The Minnesota family of a U.S. Marine says their dreams were “utterly shattered” as the rescue effort in the waters off Hawaii was called off for their 24-year-old son and 11 others now presumed dead aboard two helicopters that failed to return to base.
The search shifted to “recovery and salvage” after a massive five-day effort found no evidence of survivors. A memorial is tentatively planned for Friday at Marine Corps Base Hawaii in Kaneohe Bay. The cause of the crash remains under investigation.
“Our son Sergeant Dillon Semolina’s last breath was taken in his bird (as he would call it) doing what he loved to do last Thursday night,” the family’s GoFundMe page said. “He took great pride in the Marine Corp[s] and his fellow Marines on his flight line were family to him.”

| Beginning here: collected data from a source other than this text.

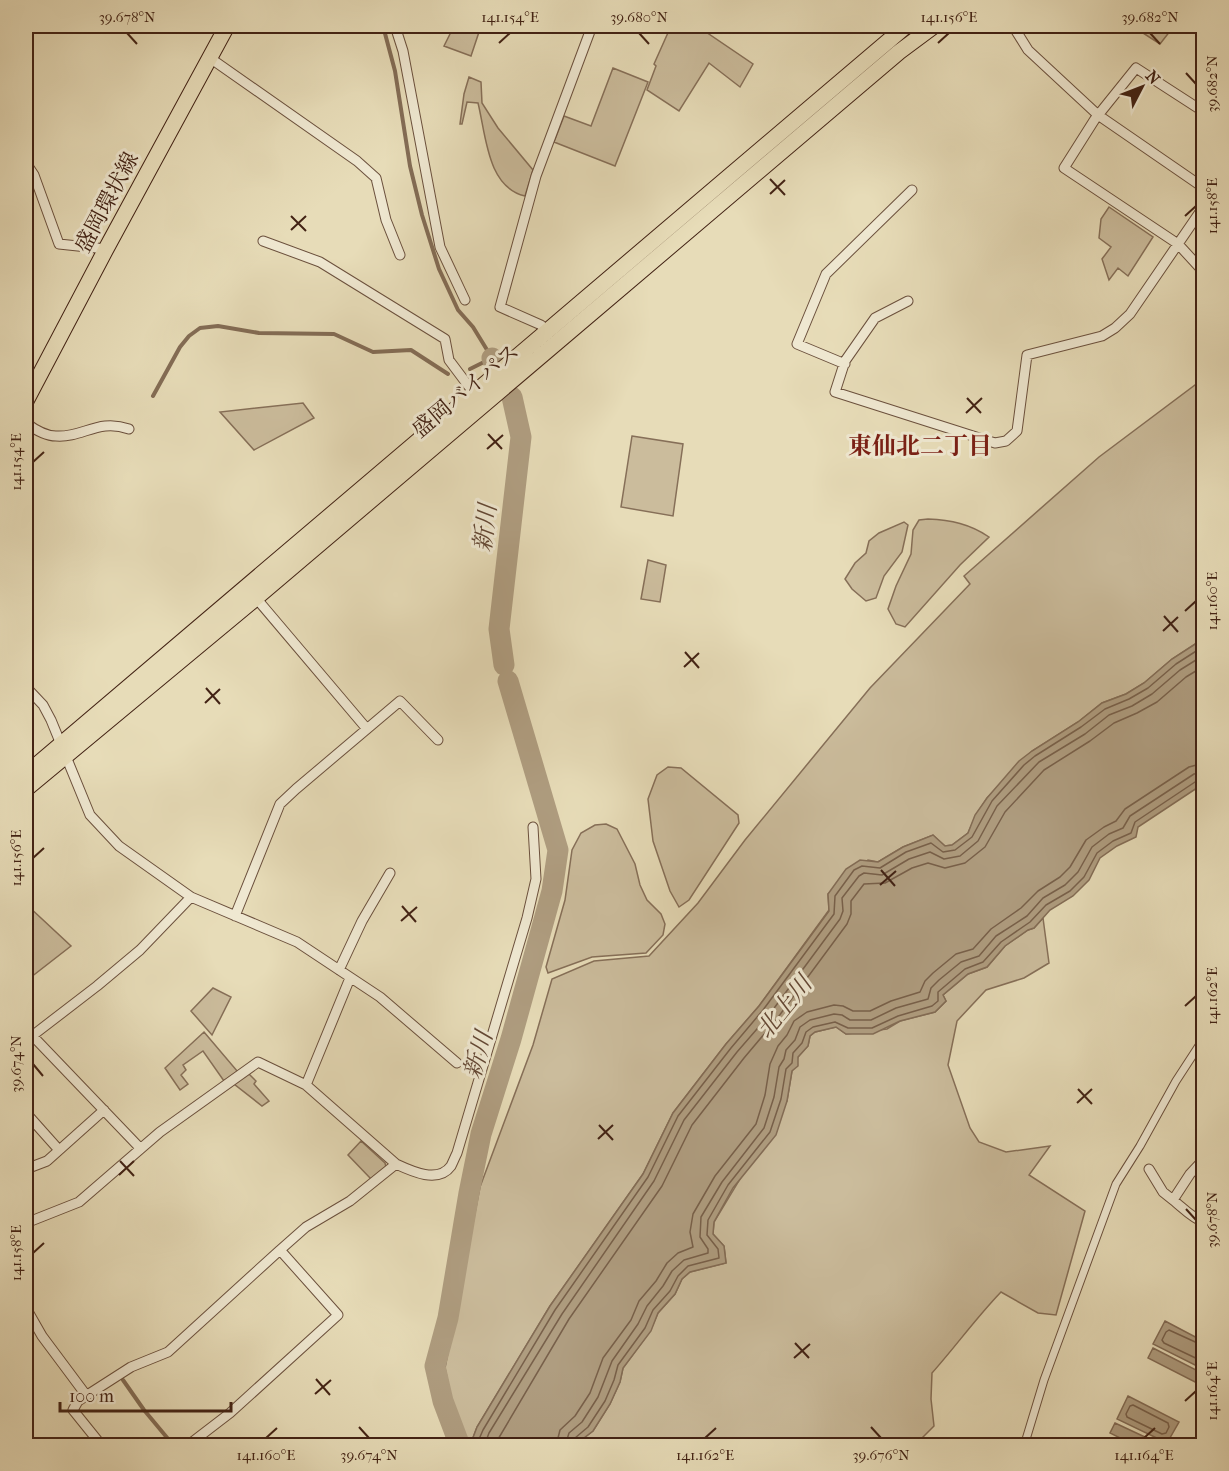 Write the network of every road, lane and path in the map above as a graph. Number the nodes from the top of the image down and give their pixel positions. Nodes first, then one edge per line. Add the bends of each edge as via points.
1 (227, 26) edge
2 (395, 26) edge
3 (592, 26) edge
4 (906, 26) edge
5 (934, 26) edge
6 (1013, 26) edge
7 (210, 58) junction
8 (1203, 112) edge
9 (1098, 115) junction
10 (26, 163) edge
11 (1203, 188) edge
12 (912, 190) dead end
13 (1203, 206) edge
14 (263, 241) dead end
15 (1178, 244) junction
16 (106, 249) junction
17 (400, 255) dead end
18 (1203, 276) edge
19 (465, 300) dead end
20 (908, 301) dead end
21 (546, 331) junction
22 (844, 364) junction
23 (473, 392) junction
24 (26, 401) edge
25 (26, 423) edge
26 (129, 429) dead end
27 (255, 598) junction
28 (26, 687) edge
29 (368, 729) junction
30 (438, 740) dead end
31 (61, 745) junction
32 (26, 774) edge
33 (26, 789) edge
34 (532, 826) dead end
35 (390, 873) dead end
36 (191, 897) junction
37 (235, 916) junction
38 (339, 970) junction
39 (351, 978) junction
40 (29, 1033) edge
41 (1203, 1038) edge
42 (457, 1063) dead end
43 (306, 1085) junction
44 (104, 1110) junction
45 (26, 1113) edge
46 (140, 1148) junction
47 (59, 1150) junction
48 (1203, 1159) edge
49 (396, 1164) junction
50 (26, 1169) edge
51 (1149, 1169) dead end
52 (1173, 1200) junction
53 (1203, 1222) edge
54 (26, 1223) edge
55 (280, 1250) junction
56 (26, 1308) edge
57 (86, 1395) junction
58 (102, 1446) edge
59 (187, 1446) edge
60 (1024, 1446) edge

1 - 7 main road, 盛岡環状線
2 - 19 street via 440,247
3 - 21 street via 536,176 500,307 541,325
4 - 21 main road, 盛岡バイパス
5 - 27 main road, 盛岡バイパス via 915,38
6 - 9 street via 1028,50
7 - 16 main road, 盛岡環状線
7 - 17 street via 357,161 375,178
8 - 9 street via 1136,68
9 - 11 street
9 - 15 street via 1064,168
10 - 16 street via 59,244
12 - 22 street via 826,274 797,344
13 - 15 street
14 - 23 street via 320,262 445,339 449,360
15 - 18 street
15 - 22 street via 1130,314 1115,328 1102,336 1027,355 1017,431 1006,441 994,443 835,392
16 - 24 main road, 盛岡環状線
20 - 22 street via 875,318
21 - 23 main road, 盛岡バイパス
23 - 31 main road, 盛岡バイパス
25 - 26 street via 53,436 117,425
27 - 29 street
27 - 31 main road, 盛岡バイパス
28 - 31 street via 43,705
29 - 30 street via 400,700
29 - 37 street via 280,804
31 - 32 main road, 盛岡バイパス
31 - 33 main road, 盛岡バイパス
31 - 36 street via 90,815 119,846
34 - 49 street via 536,879 457,1153 450,1168 435,1176
35 - 38 street
36 - 37 street
36 - 40 street via 140,950 97,986
37 - 38 street via 297,942
38 - 39 street
39 - 42 street via 380,997
39 - 43 street
40 - 44 street
41 - 60 street via 1116,1184
43 - 46 street via 258,1062
43 - 49 street
44 - 46 street
44 - 47 street
45 - 47 street
46 - 54 street via 80,1202
47 - 50 street via 47,1161
48 - 52 street
49 - 55 street via 351,1202 306,1227
51 - 52 street via 1163,1192
52 - 53 street
55 - 57 street via 168,1352 131,1367
55 - 59 street via 338,1315 230,1413
56 - 57 street
57 - 58 street via 73,1410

Semolina, 24, was born in Buffalo in Wright County and graduated from Delano High School. He has been stationed in Hawaii.

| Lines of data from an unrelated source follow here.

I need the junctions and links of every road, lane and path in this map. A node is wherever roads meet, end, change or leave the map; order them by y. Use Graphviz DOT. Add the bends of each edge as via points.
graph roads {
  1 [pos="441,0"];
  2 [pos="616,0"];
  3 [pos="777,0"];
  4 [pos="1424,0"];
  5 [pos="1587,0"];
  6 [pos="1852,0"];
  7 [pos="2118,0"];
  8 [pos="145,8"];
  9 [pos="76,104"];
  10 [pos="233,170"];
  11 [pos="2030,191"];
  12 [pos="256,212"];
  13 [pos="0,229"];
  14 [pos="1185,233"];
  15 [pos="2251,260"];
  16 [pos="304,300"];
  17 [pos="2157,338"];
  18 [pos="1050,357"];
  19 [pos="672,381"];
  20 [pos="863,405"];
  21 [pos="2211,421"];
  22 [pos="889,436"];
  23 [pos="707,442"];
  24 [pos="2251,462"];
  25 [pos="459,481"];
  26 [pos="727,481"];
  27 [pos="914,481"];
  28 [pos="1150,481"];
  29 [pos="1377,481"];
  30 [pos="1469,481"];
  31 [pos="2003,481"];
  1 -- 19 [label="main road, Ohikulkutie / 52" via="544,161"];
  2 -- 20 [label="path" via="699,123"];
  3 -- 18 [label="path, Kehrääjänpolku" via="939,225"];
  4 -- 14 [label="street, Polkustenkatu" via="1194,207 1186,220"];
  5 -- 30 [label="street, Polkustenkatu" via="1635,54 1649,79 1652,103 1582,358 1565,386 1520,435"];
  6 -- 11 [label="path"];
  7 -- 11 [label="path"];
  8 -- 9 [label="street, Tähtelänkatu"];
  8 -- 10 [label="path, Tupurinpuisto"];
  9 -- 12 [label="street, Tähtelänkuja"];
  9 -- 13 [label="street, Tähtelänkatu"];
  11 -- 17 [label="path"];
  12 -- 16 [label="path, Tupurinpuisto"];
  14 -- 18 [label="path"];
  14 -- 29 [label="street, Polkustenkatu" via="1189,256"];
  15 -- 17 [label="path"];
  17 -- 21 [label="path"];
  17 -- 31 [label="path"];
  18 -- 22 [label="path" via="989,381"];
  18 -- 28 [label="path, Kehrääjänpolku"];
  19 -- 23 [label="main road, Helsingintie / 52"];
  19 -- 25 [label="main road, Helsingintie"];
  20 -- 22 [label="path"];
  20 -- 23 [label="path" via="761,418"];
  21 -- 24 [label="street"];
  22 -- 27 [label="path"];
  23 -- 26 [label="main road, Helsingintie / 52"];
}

The family raised nearly $16,000 in four days on the page so Semolina’s parents could travel to Hawaii for the search. Semolina’s parents thanked the friends and family “for your supporting words just when we think we can’t go on, or a funny memory that takes the pain away for a brief second.”

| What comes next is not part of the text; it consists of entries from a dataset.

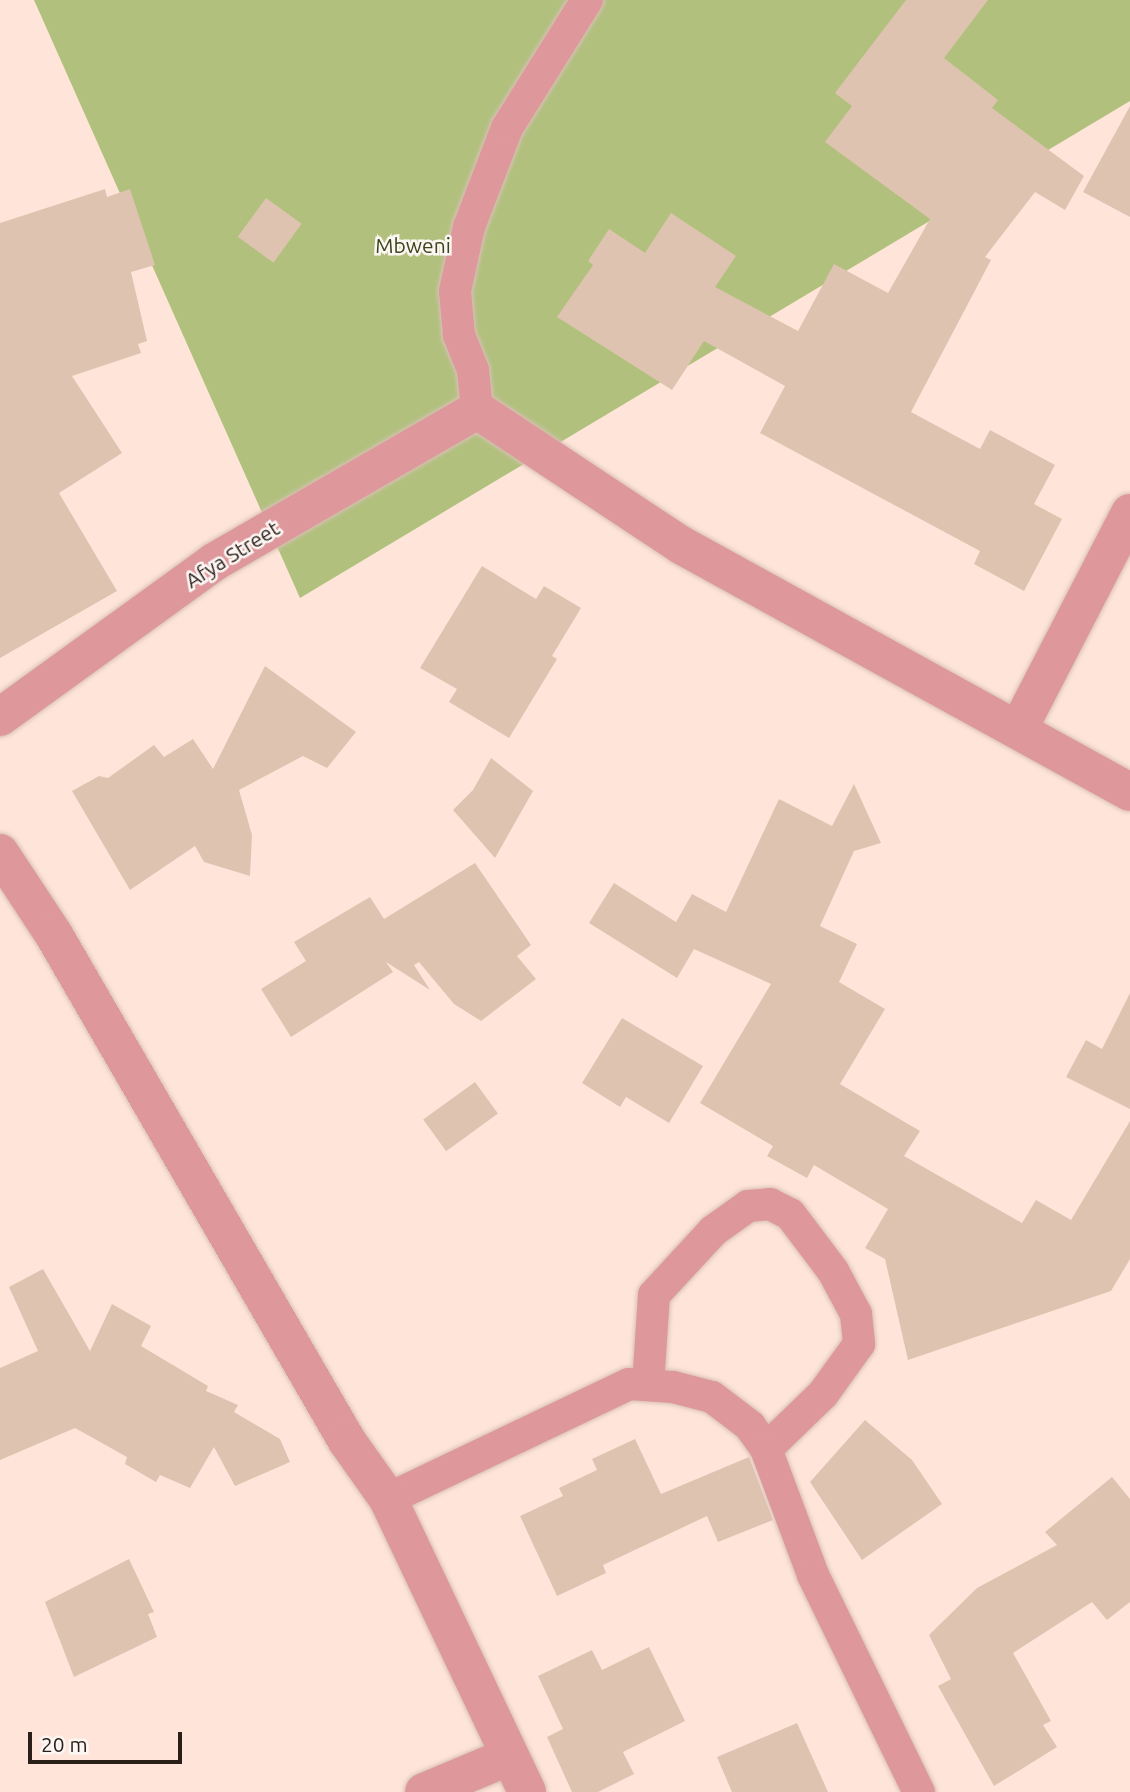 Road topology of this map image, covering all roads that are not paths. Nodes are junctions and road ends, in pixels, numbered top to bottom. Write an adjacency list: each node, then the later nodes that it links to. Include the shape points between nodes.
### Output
1 (587, 0): 2 (lane, via 507,128 469,227 454,291 459,335 473,370)
2 (477, 410): 4 (street, Afya Street, via 214,562); 5 (street, via 681,545)
3 (1130, 513): 5 (street)
4 (0, 717)
5 (1018, 728): 6 (street)
6 (1130, 792)
7 (0, 853): 10 (street, via 54,935 347,1441)
8 (648, 1385): 9 (lane, via 712,1397 750,1426); 9 (lane, via 654,1295 713,1231 748,1206 770,1204 790,1214 856,1314 859,1344 823,1394); 10 (lane, via 629,1384)
9 (766, 1449): 14 (lane, via 813,1575)
10 (388, 1499): 11 (street)
11 (510, 1756): 12 (street); 13 (street)
12 (424, 1792)
13 (527, 1792)
14 (919, 1792) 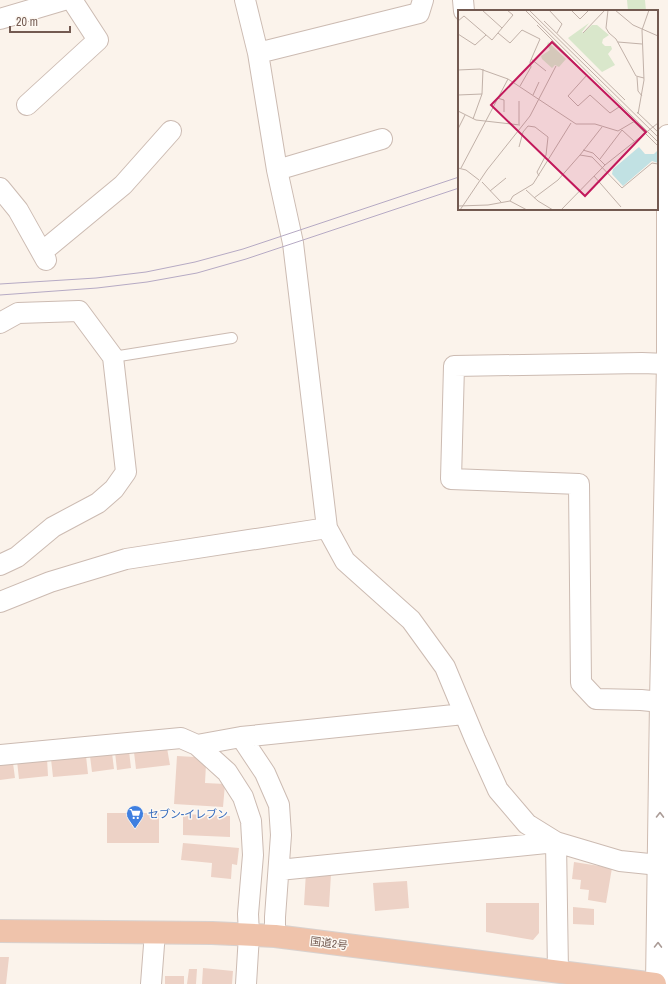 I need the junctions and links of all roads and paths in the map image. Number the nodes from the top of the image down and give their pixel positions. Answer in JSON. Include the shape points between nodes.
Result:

They added, “This community has rallied behind us and has pushed us to be strong. Words aren’t enough!”
The page also mentioned the memorial service “to honor all 12 of these incredible souls,” who “need a place to rest and say a proper goodbye.”
Last Thursday, two CH-53E helicopters carrying six crew members failed to return to their base at Kaneohe Bay following a nighttime training mission. Hours later, a Coast Guard helicopter and C-130 airplane spotted debris 2½ miles off Oahu.
The transport helicopters were part of the 1st Marine Aircraft Wing at Marine Corps Base Hawaii. Known as Super Stallions, they are the U.S. military’s largest helicopter, capable of carrying a light-armored vehicle, 16 tons of cargo or a team of combat-equipped Marines, according to a Marine Corps website.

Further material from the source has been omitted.